The United States possesses the technological capacity to process millions of financial transactions in seconds when they serve the interests of big capital. Yet the processes for obtaining legal residency and citizenship remain slow, bureaucratic, and uncertain for millions of workers who have spent years sustaining the economy and contributing to the communities where they live. These delays do not result solely from a lack of capacity, but from a system that keeps sectors of the working class in conditions of insecurity and vulnerability.

We demand fast, accessible, and broad pathways to legal status and citizenship for every worker who, through years of labor and contributions, has helped build the society of which they are a part.

Migration is not a crime, and working without regular immigration status does not make a person a threat. No worker should risk their life while on the way to earn a living for their family. Immigration must no longer be used as a capitalist business or as a tool to divide, exploit, and repress the working class.

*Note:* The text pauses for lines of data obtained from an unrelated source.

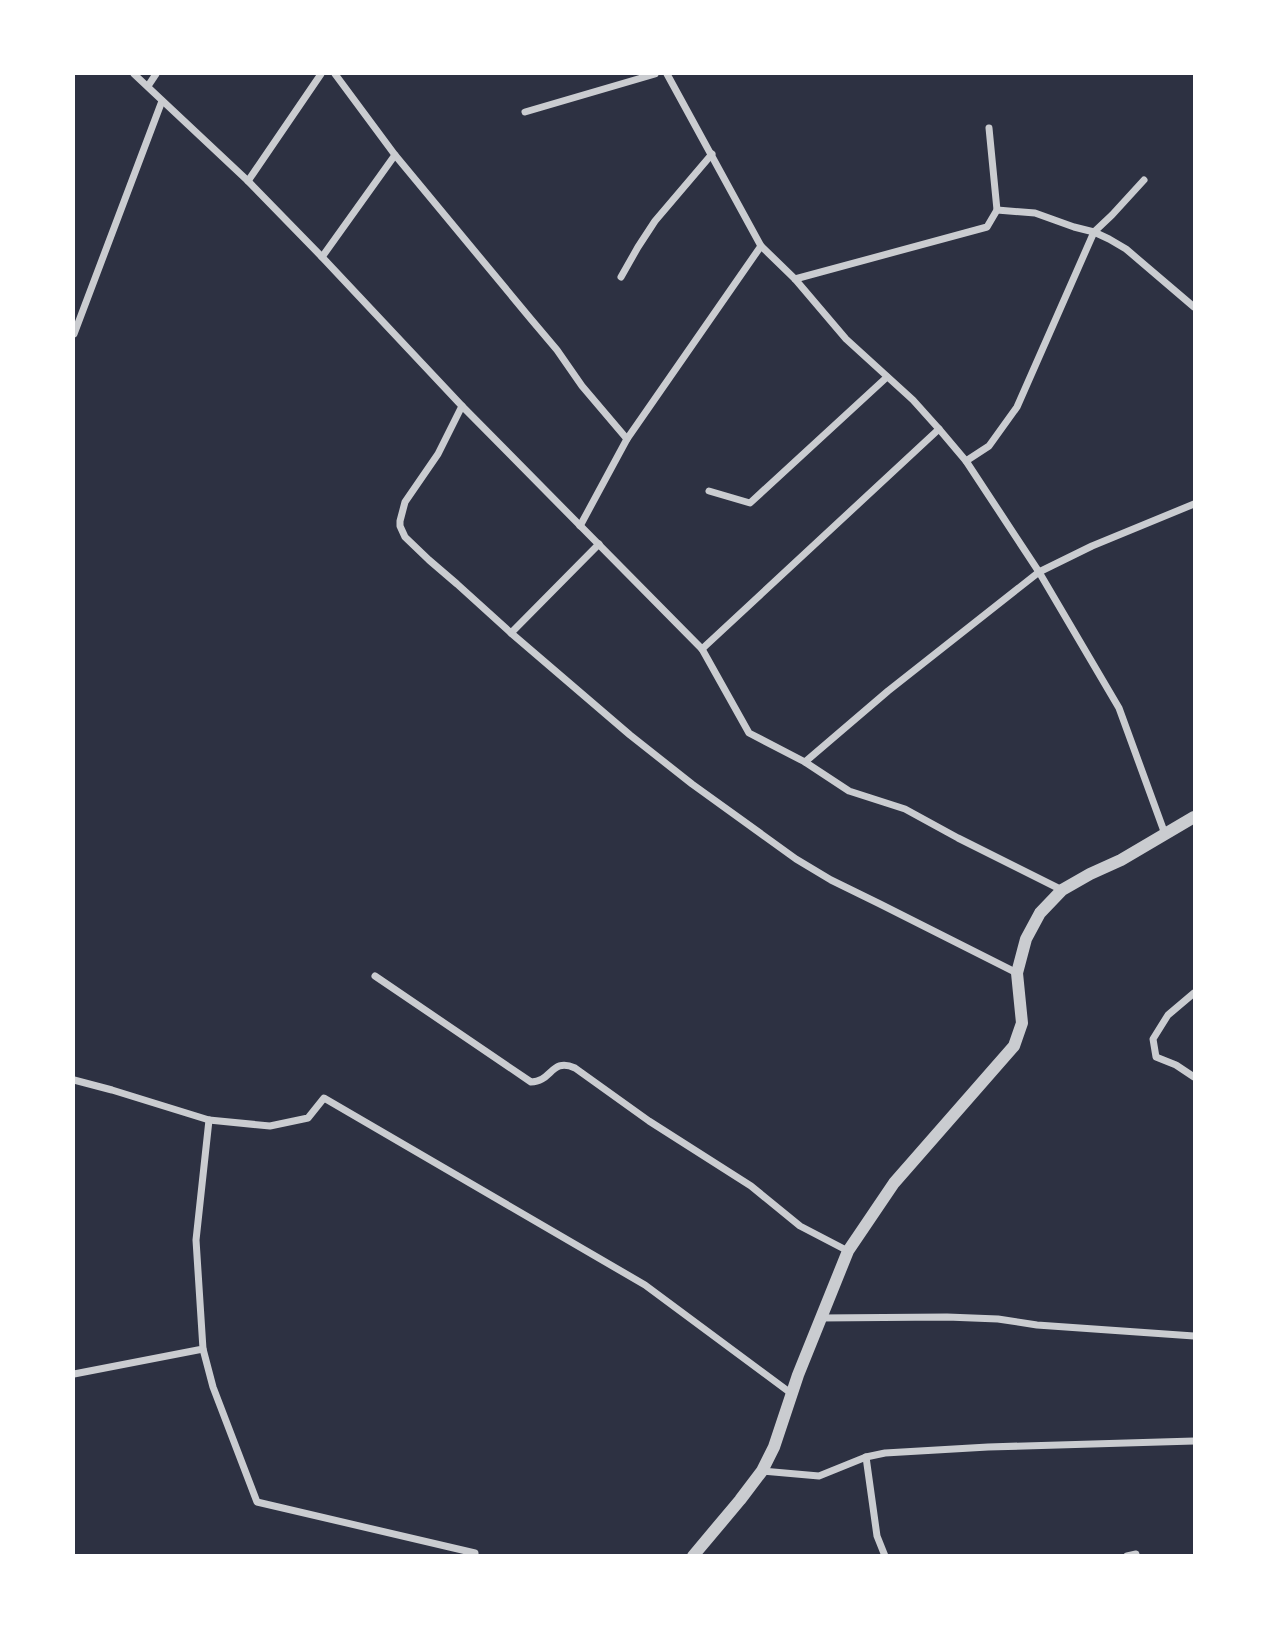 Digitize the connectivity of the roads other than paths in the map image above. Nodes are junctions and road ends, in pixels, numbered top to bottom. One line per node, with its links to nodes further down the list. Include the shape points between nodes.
1 (134, 74): 7 (street)
2 (156, 74): 7 (street)
3 (321, 74): 14 (street)
4 (335, 74): 12 (street)
5 (655, 74): 9 (street)
6 (667, 74): 11 (street)
7 (148, 86): 8 (street)
8 (162, 101): 14 (street); 22 (street)
9 (525, 111)
10 (989, 128): 15 (street)
11 (712, 154): 17 (street); 19 (street, via 655,221)
12 (395, 155): 18 (street); 26 (street)
13 (1144, 180): 16 (street)
14 (248, 181): 18 (street)
15 (997, 210): 16 (street, via 1035,213); 20 (street, via 986,227)
16 (1094, 232): 21 (street, via 1126,249); 27 (street, via 1017,407 989,446)
17 (761, 246): 20 (street); 26 (street)
18 (322, 257): 24 (street)
19 (621, 277)
20 (794, 279): 23 (street, via 846,339)
21 (1195, 307)
22 (74, 334)
23 (887, 377): 25 (street); 28 (street, via 750,503)
24 (462, 406): 30 (street); 33 (street, via 438,454 405,502 400,526 405,537)
25 (939, 429): 27 (street); 34 (street)
26 (627, 439): 30 (street)
27 (966, 461): 32 (street)
28 (709, 491)
29 (1195, 503): 32 (street)
30 (579, 526): 31 (street)
31 (599, 544): 33 (street); 34 (street)
32 (1039, 572): 35 (street); 37 (street, via 1119,708)
33 (511, 633): 39 (street, via 630,735 796,859)
34 (702, 649): 35 (street, via 749,733)
35 (805, 762): 38 (street, via 849,791 905,809)
36 (1195, 817): 37 (street)
37 (1165, 834): 38 (street)
38 (1062, 890): 39 (street, via 1040,913 1026,939)
39 (1017, 973): 45 (street, via 1022,1023 1014,1046 894,1183)
40 (376, 976): 45 (street, via 531,1082 543,1080 560,1065 575,1068 751,1186 800,1226)
41 (1195, 993): 42 (street, via 1168,1015 1153,1039 1156,1057)
42 (1195, 1077)
43 (74, 1080): 44 (street)
44 (209, 1120): 48 (street, via 197,1240); 50 (street, via 270,1126 308,1118 324,1098 645,1285)
45 (848, 1251): 46 (street)
46 (820, 1318): 47 (street, via 998,1319); 50 (street)
47 (1195, 1336)
48 (204, 1349): 49 (street); 55 (street, via 213,1387 257,1502)
49 (74, 1374)
50 (793, 1395): 53 (street)
51 (1195, 1441): 52 (street, via 988,1447)
52 (866, 1457): 53 (street, via 819,1476); 57 (street, via 877,1536)
53 (762, 1471): 56 (street)
54 (1136, 1554): 58 (street)
55 (475, 1556)
56 (693, 1556)
57 (885, 1556)
58 (1127, 1556)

The working class must organize and struggle for a society in which the economy rationally serves the needs of the majority rather than the accumulation of capitalist profits. In a society built around the interests of the people, workers’ mobility would be recognized as a human and labor right, based on the needs of people and communities, rather than as an obligation imposed by inequality, poverty, war, and the concentration of wealth in the world’s most powerful capitalist nations.

Faced with an apparatus funded and protected by the state, the response cannot depend solely on internal investigations, changes in leadership, or administrative reforms. Only the political organization of the working class, together with immigrant communities, labor unions, and grassroots organizations, can build the power necessary to confront these abuses, stop the raids, and dismantle the anti-immigrant repressive apparatus.